# Calculating Distance of a Point from an Ellipse Border

I’m thinking about using oriented ellipses to represent curves (dents/bumps etc.) in my physics engine, and have a few questions about working with them:

1. What methods are there to finding the minimum distance between a point and an ellipse? I need methods of varying cost (in terms of # of calculations) for different parts of my engine.

• I’m currently aware of two methods to testing if a point is inside/outside an ellipse.

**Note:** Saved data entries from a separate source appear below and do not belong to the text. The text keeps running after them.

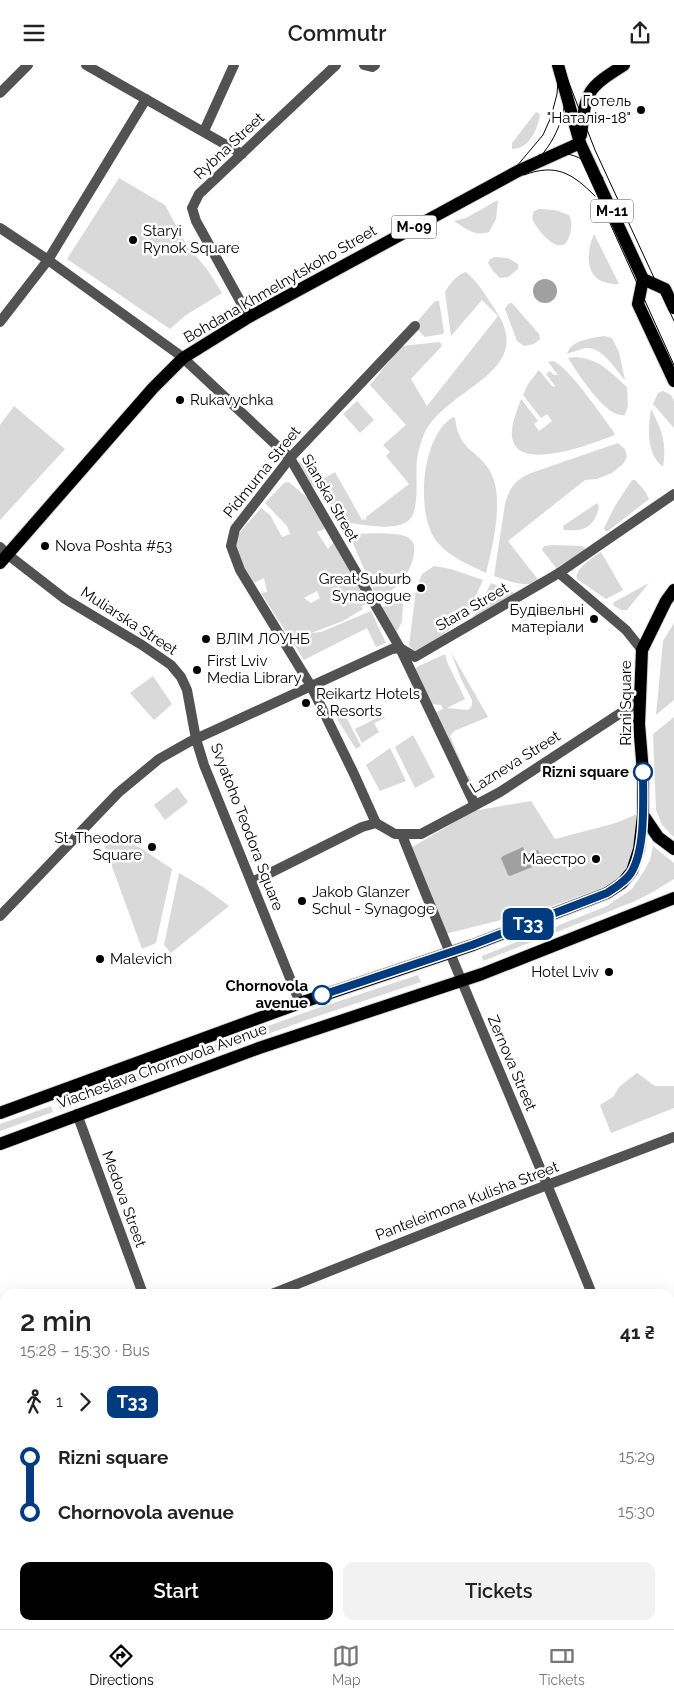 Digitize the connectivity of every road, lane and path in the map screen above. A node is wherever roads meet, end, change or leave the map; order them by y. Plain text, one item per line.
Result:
1 (28, 65) edge
2 (86, 65) edge
3 (234, 65) edge
4 (336, 65) edge
5 (364, 65) edge
6 (375, 65) edge
7 (558, 65) edge
8 (624, 65) edge
9 (0, 93) edge
10 (146, 99) junction
11 (204, 131) junction
12 (580, 143) junction
13 (242, 154) junction
14 (0, 228) edge
15 (48, 260) junction
16 (643, 279) junction
17 (670, 287) edge
18 (674, 308) edge
19 (249, 317) junction
20 (0, 322) edge
21 (415, 326) dead end
22 (183, 358) junction
23 (674, 381) edge
24 (290, 458) junction
25 (674, 493) edge
26 (2, 555) edge
27 (559, 573) junction
28 (674, 590) edge
29 (400, 649) junction
30 (642, 650) junction
31 (311, 686) junction
32 (639, 701) junction
33 (196, 739) junction
34 (475, 805) junction
35 (643, 815) junction
36 (376, 823) junction
37 (402, 835) junction
38 (674, 849) edge
39 (252, 882) junction
40 (607, 893) joint
41 (674, 898) edge
42 (1, 915) edge
43 (449, 953) junction
44 (461, 980) junction
45 (300, 1003) junction
46 (0, 1113) edge
47 (77, 1114) junction
48 (674, 1137) edge
49 (0, 1143) edge
50 (548, 1185) junction
51 (141, 1289) edge
52 (285, 1289) edge
53 (590, 1289) edge

1 - 9 street
2 - 10 street
3 - 11 street
4 - 13 street, Rybna Street
5 - 6 street
7 - 12 main road
8 - 12 main road
10 - 11 street
10 - 15 street
11 - 13 street
12 - 16 main road, М-11
12 - 19 main road, Bohdana Khmelnytskoho Street / М-09
13 - 19 street, Rybna Street
14 - 15 street, Sianska Street
15 - 20 street
15 - 22 street, Sianska Street
16 - 17 main road
16 - 23 main road
17 - 18 main road
19 - 22 main road, Bohdana Khmelnytskoho Street / М-09
21 - 24 street, Pidmurna Street
22 - 24 street, Sianska Street
22 - 26 main road, Bohdana Khmelnytskoho Street / М-09
24 - 29 street, Sianska Street
24 - 31 street, Pidmurna Street
25 - 27 street, Stara Street
26 - 33 street, Muliarska Street
27 - 29 street, Stara Street
27 - 30 street
28 - 30 main road
29 - 31 street
29 - 34 street, Sianska Street
30 - 32 main road, Rizni Square
31 - 33 street
31 - 36 street, Pidmurna Street
32 - 34 street, Lazneva Street
32 - 35 main road, Rizni Square
33 - 39 street, Svyatoho Teodora Square
33 - 42 street, Svyatoho Teodora Square
34 - 37 street, Lazneva Street
35 - 38 main road
35 - 40 main road, Rizni Square
36 - 37 street
36 - 39 street
37 - 43 street, Zernova Street
39 - 45 street, Svyatoho Teodora Square
40 - 43 main road, Viacheslava Chornovola Avenue
41 - 44 main road, Viacheslava Chornovola Avenue
43 - 44 street, Zernova Street
43 - 45 main road, Viacheslava Chornovola Avenue
44 - 47 main road, Viacheslava Chornovola Avenue
44 - 50 street, Zernova Street
45 - 46 main road, Viacheslava Chornovola Avenue
47 - 49 main road, Viacheslava Chornovola Avenue
47 - 51 street, Medova Street
48 - 50 street, Panteleimona Kulisha Street
50 - 52 street, Panteleimona Kulisha Street
50 - 53 street, Zernova Street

1. In the first you plug in the point coordinates into the equation (x/a)^2 + (y/b)^2 and seeing if it’s >, <, or = to 1 (does the output -1 give the min. distance to the ellipse border?)
2. In the second you translate the point to the ellipse’s coordinates and horizontally/vertically stretch both the ellipse and point in order to turn the ellipse into a circle. (I rarely see this method used… any reason I should be aware of?)
2. How do you test the distance between two ellipses? I figure you could combine the two methods above by transforming both ellipses in a way that makes one a circle, then test the distance from the center of the circle ellipse to the regular ellipse’s edge, and finally compare that distance to the radius of the circle ellipse.

#### Solutions Collecting From Web of "Calculating Distance of a Point from an Ellipse Border"

Source: Exercise 2.3.18 (p.54) from Convex functions: constructions, characterizations and counterexamples, J.M. Borwein & J.D. Vanderwerff (2010).

Consider $E:=\{(x,y):x^2/a^2+y^2/b^2=1\}$ in standard form. Show that the best approximation is:
$$P_E\,(u,v)=\left(\frac{a^2u}{a^2-t},\frac{b^2v}{b^2-t}\right)$$
where $t$ solves $\frac{a^2u^2}{(a^2-t)^2}+\frac{b^2v^2}{(b^2-t)^2}=1$.